↓

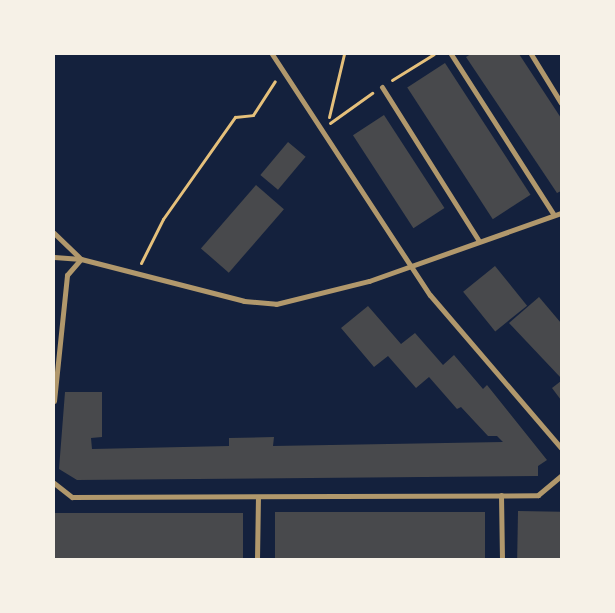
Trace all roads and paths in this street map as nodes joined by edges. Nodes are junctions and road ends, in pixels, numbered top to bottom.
1 (272, 54) edge
2 (344, 54) edge
3 (434, 54) edge
4 (451, 54) edge
5 (531, 54) edge
6 (282, 69) junction
7 (382, 87) junction
8 (561, 103) edge
9 (323, 116) dead end
10 (328, 124) junction
11 (328, 140) junction
12 (561, 213) edge
13 (554, 215) junction
14 (54, 233) edge
15 (479, 240) junction
16 (54, 257) edge
17 (81, 258) junction
18 (410, 265) junction
19 (135, 275) junction
20 (54, 401) edge
21 (561, 448) edge
22 (561, 476) edge
23 (54, 483) edge
24 (501, 495) junction
25 (258, 498) junction
26 (257, 559) edge
27 (502, 559) edge

1 - 6 street
2 - 10 path
3 - 7 path
4 - 13 street
5 - 8 street
6 - 11 street
6 - 19 path
7 - 10 path
7 - 15 street
9 - 10 path
10 - 11 path
11 - 18 street
12 - 13 street
13 - 15 street
14 - 17 street
15 - 18 street
16 - 17 street
17 - 19 street
17 - 20 street
18 - 19 street
18 - 21 street
22 - 24 street
23 - 25 street
24 - 25 street
24 - 27 street
25 - 26 street

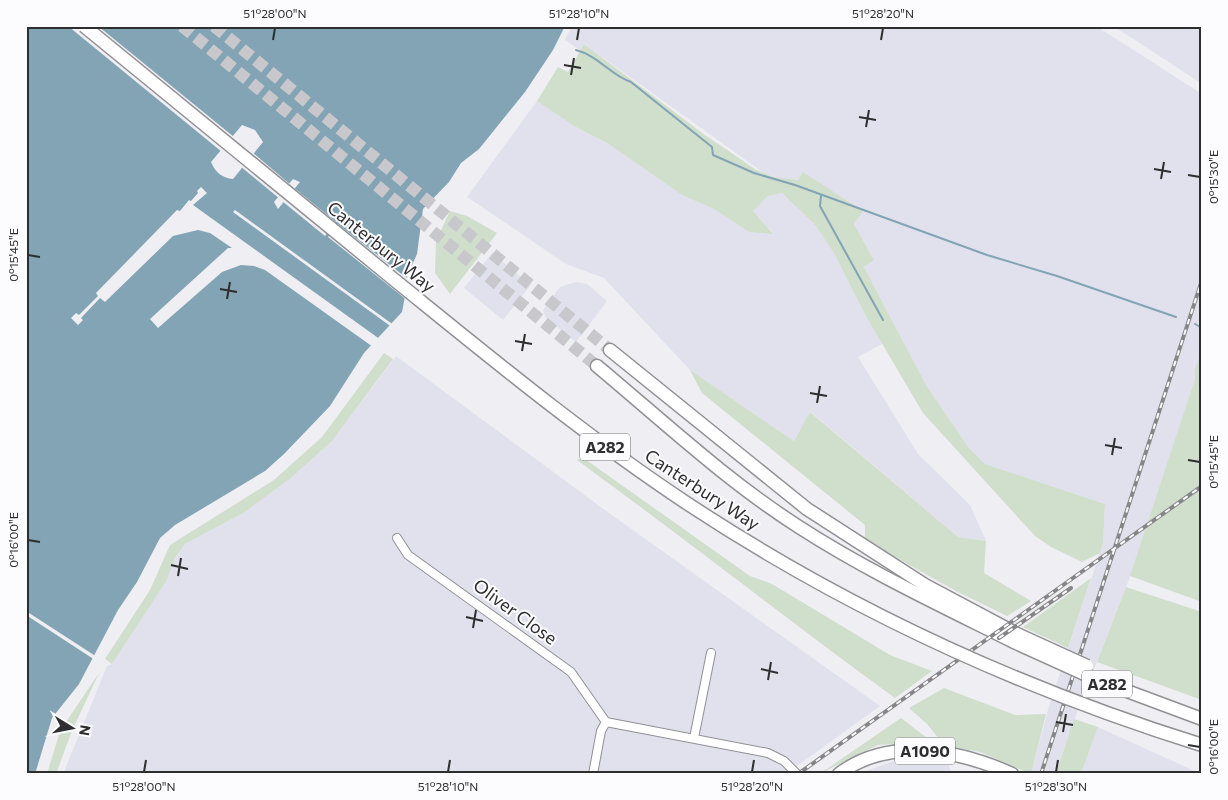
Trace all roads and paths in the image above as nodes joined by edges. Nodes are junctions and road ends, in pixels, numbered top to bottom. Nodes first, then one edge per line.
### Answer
1 (84, 26) edge
2 (610, 350) tunnel mouth
3 (597, 366) tunnel mouth
4 (397, 538) dead end
5 (986, 623) junction
6 (711, 652) dead end
7 (1202, 710) edge
8 (1202, 719) edge
9 (606, 722) junction
10 (694, 738) junction
11 (1202, 745) edge
12 (593, 774) edge
13 (798, 774) edge
14 (839, 774) edge
15 (1012, 774) edge

1 - 11 main road, Canterbury Way / A282, bridge
2 - 5 main road, Canterbury Way / A282
3 - 5 main road, Canterbury Way / A282
4 - 9 street, Oliver Close
5 - 7 main road, Canterbury Way / A282, bridge
5 - 8 main road, Canterbury Way / A282, bridge
6 - 10 street
9 - 10 street
9 - 12 street
10 - 13 street
14 - 15 main road, A1090

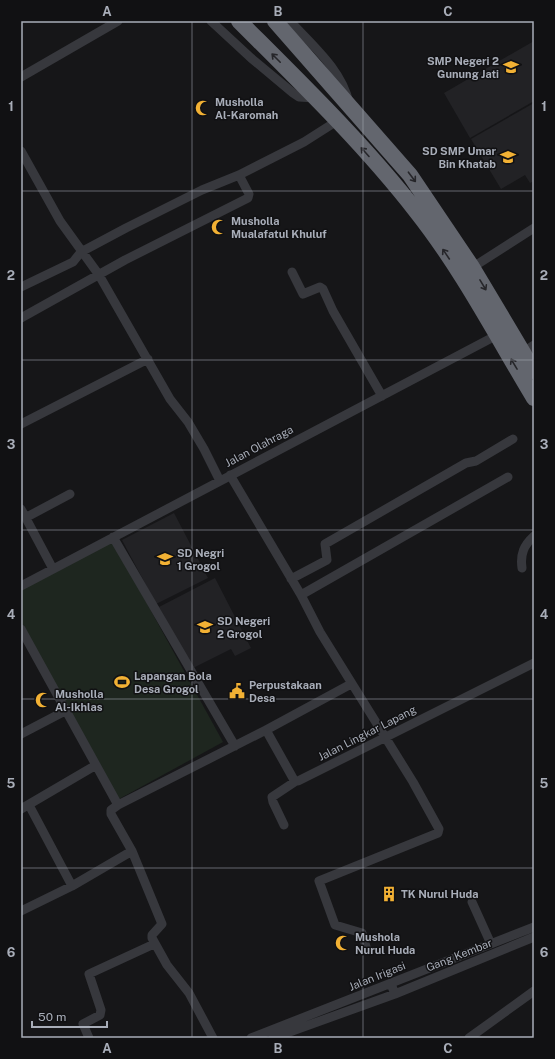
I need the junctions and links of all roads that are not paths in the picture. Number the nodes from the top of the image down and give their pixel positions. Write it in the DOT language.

↑

Where an entry holds a picture, leave the picture out and output the rest exactly.

Trace all roads and paths in this street map as nodes joined by edges. Nodes are junctions and road ends, in pixels, numbered top to bottom.
1 (272, 54) edge
2 (344, 54) edge
3 (434, 54) edge
4 (451, 54) edge
5 (531, 54) edge
6 (282, 69) junction
7 (382, 87) junction
8 (561, 103) edge
9 (323, 116) dead end
10 (328, 124) junction
11 (328, 140) junction
12 (561, 213) edge
13 (554, 215) junction
14 (54, 233) edge
15 (479, 240) junction
16 (54, 257) edge
17 (81, 258) junction
18 (410, 265) junction
19 (135, 275) junction
20 (54, 401) edge
21 (561, 448) edge
22 (561, 476) edge
23 (54, 483) edge
24 (501, 495) junction
25 (258, 498) junction
26 (257, 559) edge
27 (502, 559) edge

1 - 6 street
2 - 10 path
3 - 7 path
4 - 13 street
5 - 8 street
6 - 11 street
6 - 19 path
7 - 10 path
7 - 15 street
9 - 10 path
10 - 11 path
11 - 18 street
12 - 13 street
13 - 15 street
14 - 17 street
15 - 18 street
16 - 17 street
17 - 19 street
17 - 20 street
18 - 19 street
18 - 21 street
22 - 24 street
23 - 25 street
24 - 25 street
24 - 27 street
25 - 26 street

Trace all roads and paths in the image above as nodes joined by edges. Nodes are junctions and road ends, in pixels, numbered top to bottom. Nodes first, then one edge per line.
### Answer
1 (84, 26) edge
2 (610, 350) tunnel mouth
3 (597, 366) tunnel mouth
4 (397, 538) dead end
5 (986, 623) junction
6 (711, 652) dead end
7 (1202, 710) edge
8 (1202, 719) edge
9 (606, 722) junction
10 (694, 738) junction
11 (1202, 745) edge
12 (593, 774) edge
13 (798, 774) edge
14 (839, 774) edge
15 (1012, 774) edge

1 - 11 main road, Canterbury Way / A282, bridge
2 - 5 main road, Canterbury Way / A282
3 - 5 main road, Canterbury Way / A282
4 - 9 street, Oliver Close
5 - 7 main road, Canterbury Way / A282, bridge
5 - 8 main road, Canterbury Way / A282, bridge
6 - 10 street
9 - 10 street
9 - 12 street
10 - 13 street
14 - 15 main road, A1090

I need the junctions and links of all roads that are not paths in the picture. Number the nodes from the top of the image down and give their pixel positions. Write it in the DOT language.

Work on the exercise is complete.